L’eco non è quindi mai un doppio, né un’unità, ma una condizione di ambiguità, una somiglianza/dissomigliante, una portatrice di memoria. Invece Ketty La Rocca fotografa ossessivamente le proprie mani per fissarle come immagini della vita, per creare gesti nuovi, creativi, e poi però corrodere queste stesse mani sovrapponendo a esse tracce di scrittura che finiscono per far quasi sparire quelle mani da cui l’artista era partita. E sempre le mani, nel suo video Appendice per una supplica, assumono una misteriosa valenza sacrale, rituale, archetipica, quasi volessero riattualizzare un linguaggio dei gesti arcaico e ormai scomparso. Ma in una dimensione tra rituale e sacro si colloca pure un raro video di Jannis Kounellis, dove dall’oscurità l’artista avanza con una maschera di Apollo e una lanterna che, più che illuminare, pare ulteriormente suggerire un’atmosfera indecifrabile, carica di mistero. L’azione di Kounellis diviene così una sorta di apparizione divina che emerge da un passato irraggiungibile e potente, capace di lambire come un’ombra oscura la nostra vita, trascinandola lontano da ogni ordinaria quotidianità, per portarla in un regno dove s’intrecciano i destini degli dèi e dei mortali.
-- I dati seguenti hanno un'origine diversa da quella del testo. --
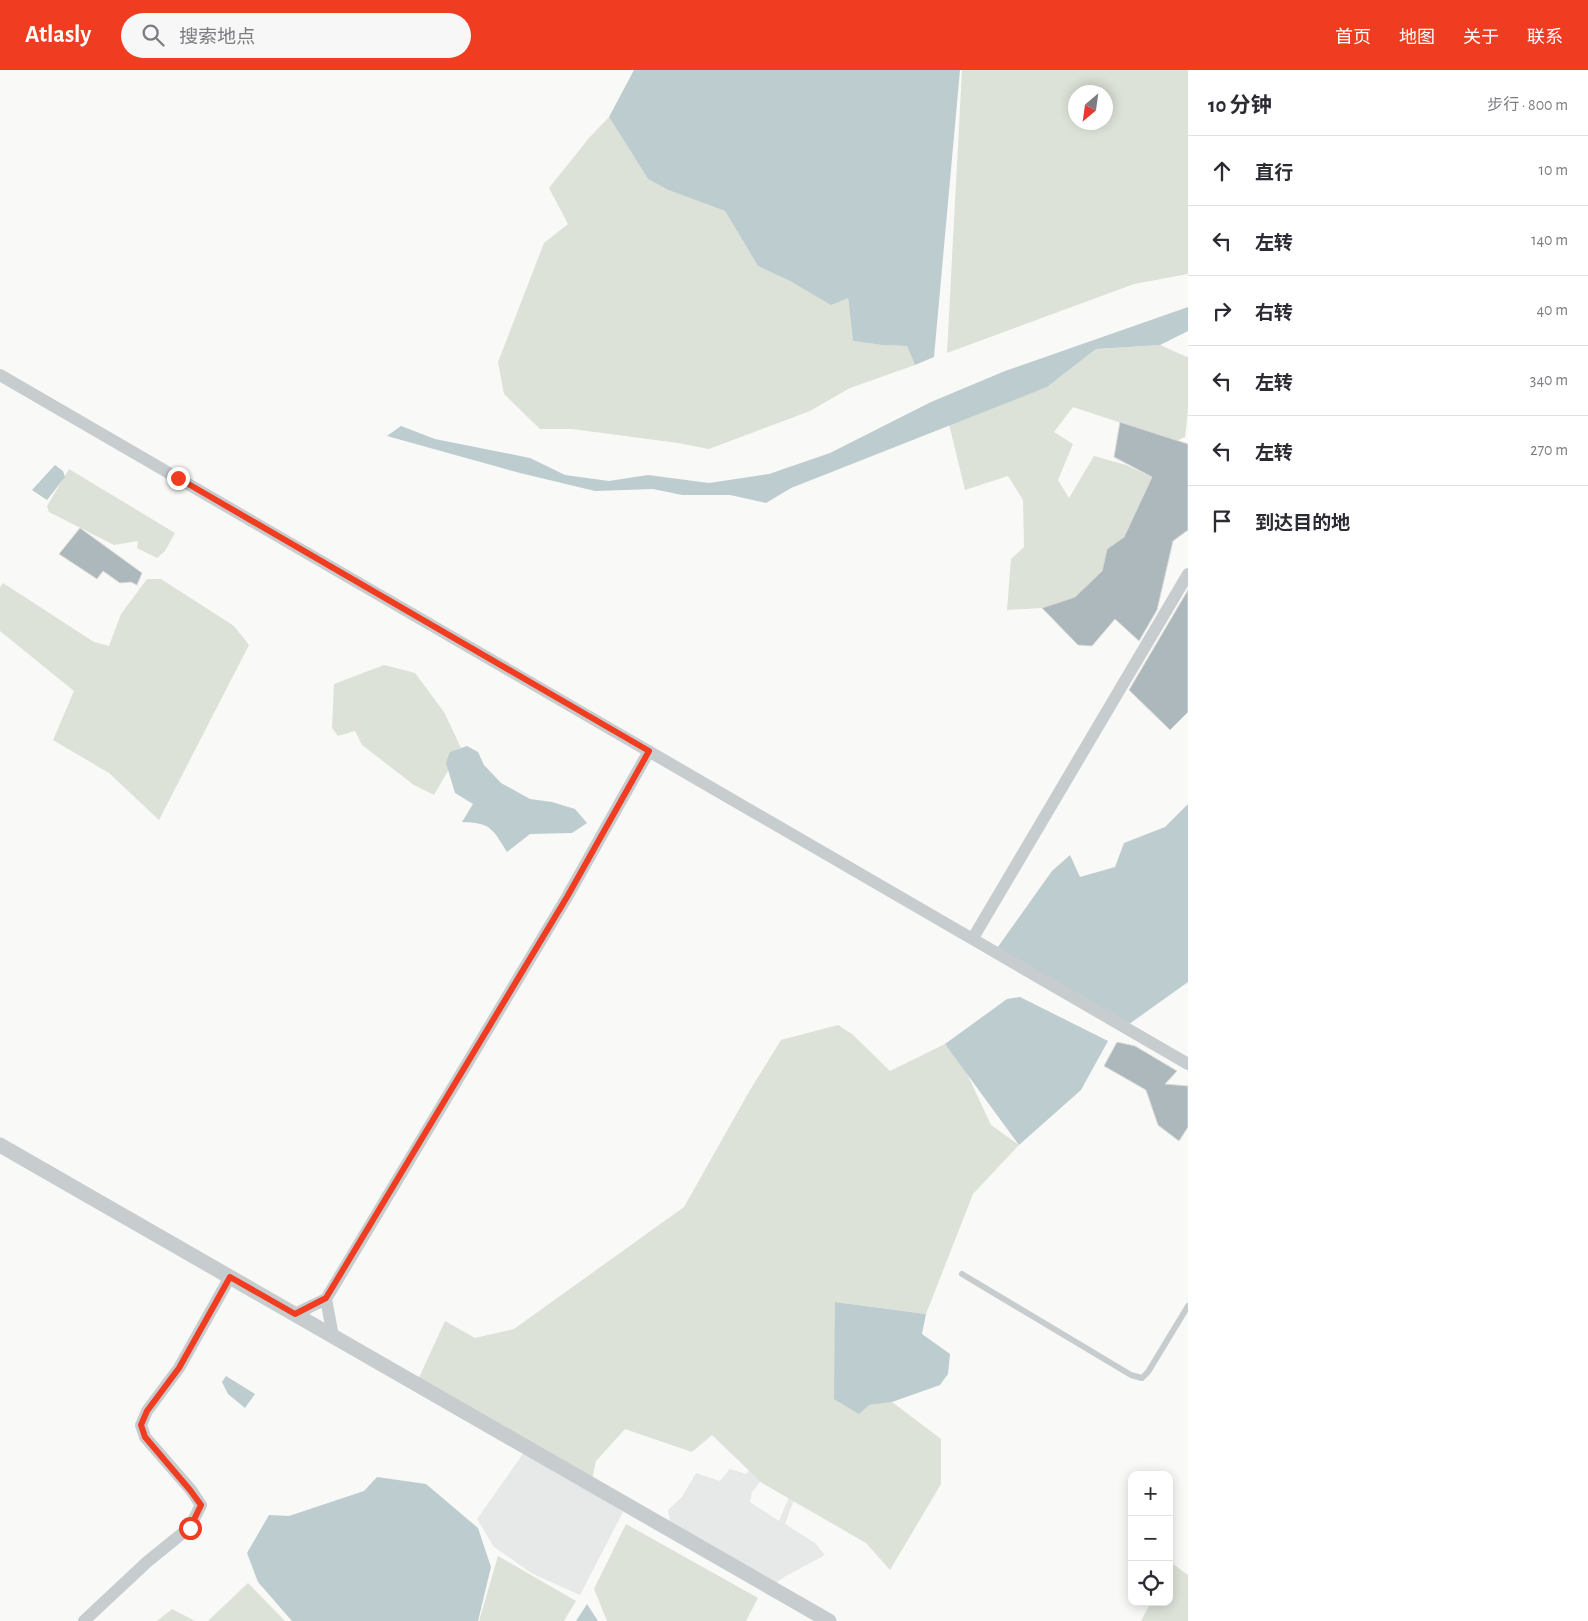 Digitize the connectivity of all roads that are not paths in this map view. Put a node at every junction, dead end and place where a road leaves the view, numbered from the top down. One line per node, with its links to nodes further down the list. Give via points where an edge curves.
1 (0, 375): 3 (street)
2 (1188, 574): 4 (street)
3 (649, 751): 4 (street); 9 (street, via 567,897)
4 (973, 938): 5 (street)
5 (1188, 1064)
6 (0, 1145): 8 (street)
7 (962, 1274): 10 (lane, via 1131,1375 1142,1378)
8 (230, 1277): 11 (street); 13 (street, via 179,1368 147,1411 141,1425 145,1437 201,1505 196,1517 190,1528 147,1562)
9 (326, 1298): 11 (street); 12 (street)
10 (1188, 1306)
11 (295, 1314): 12 (street)
12 (333, 1336): 14 (street)
13 (84, 1621)
14 (829, 1621)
Per finire, facciamo, per così dire, un altro bel salto tra passato e futuro. Ma questa volta un salto vero e proprio. Confrontiamoci dunque con il Tentativo di volo di Gino De Dominicis (ripreso in video da Gerry Schum) che, da una collina, balza nel cielo a braccia spiegate come se volesse levitare nell’aria verso il lago che s’intravede in lontananza. L’uomo è pesante, come se dovesse sempre rimanere ancorato alla terra, ma il suo pensiero punta verso l’alto, al di là del possibile. De Dominicis si slancia, agita le braccia come un volatile, e fallisce; allora riprova e di nuovo fallisce miseramente. Ma così facendo dispiega, anzi fa alzare in volo un sogno profondo che ci ricollega al mito di Icaro e ai disegni delle macchine volanti di Leonardo Da Vinci con tutte le loro implicazioni magiche e religiose.

L’arte, sembrano volerci dire le opere ancora attualissime di questi autori, può anche essere un inane tentativo di liberazione da sé e da ogni vincolo mentale e reale, ma così facendo ci invita a cambiare, a rapportarci al mondo in modo diverso. Ci offre interpretazioni aperte che sollecitano nuove emozioni, inattesi pensieri. O può invitarci a immergerci nella natura, come fa Giovanni Anselmo nella giganteggiante fotografia Entrare nell’opera, dove l’artista corre libero e vitale dentro il paesaggio fino quasi a fondersi con la sua vastità, fino a spingersi oltre i confini dell’io: verso l’inesplorato della mente, la totalità, l’infinito.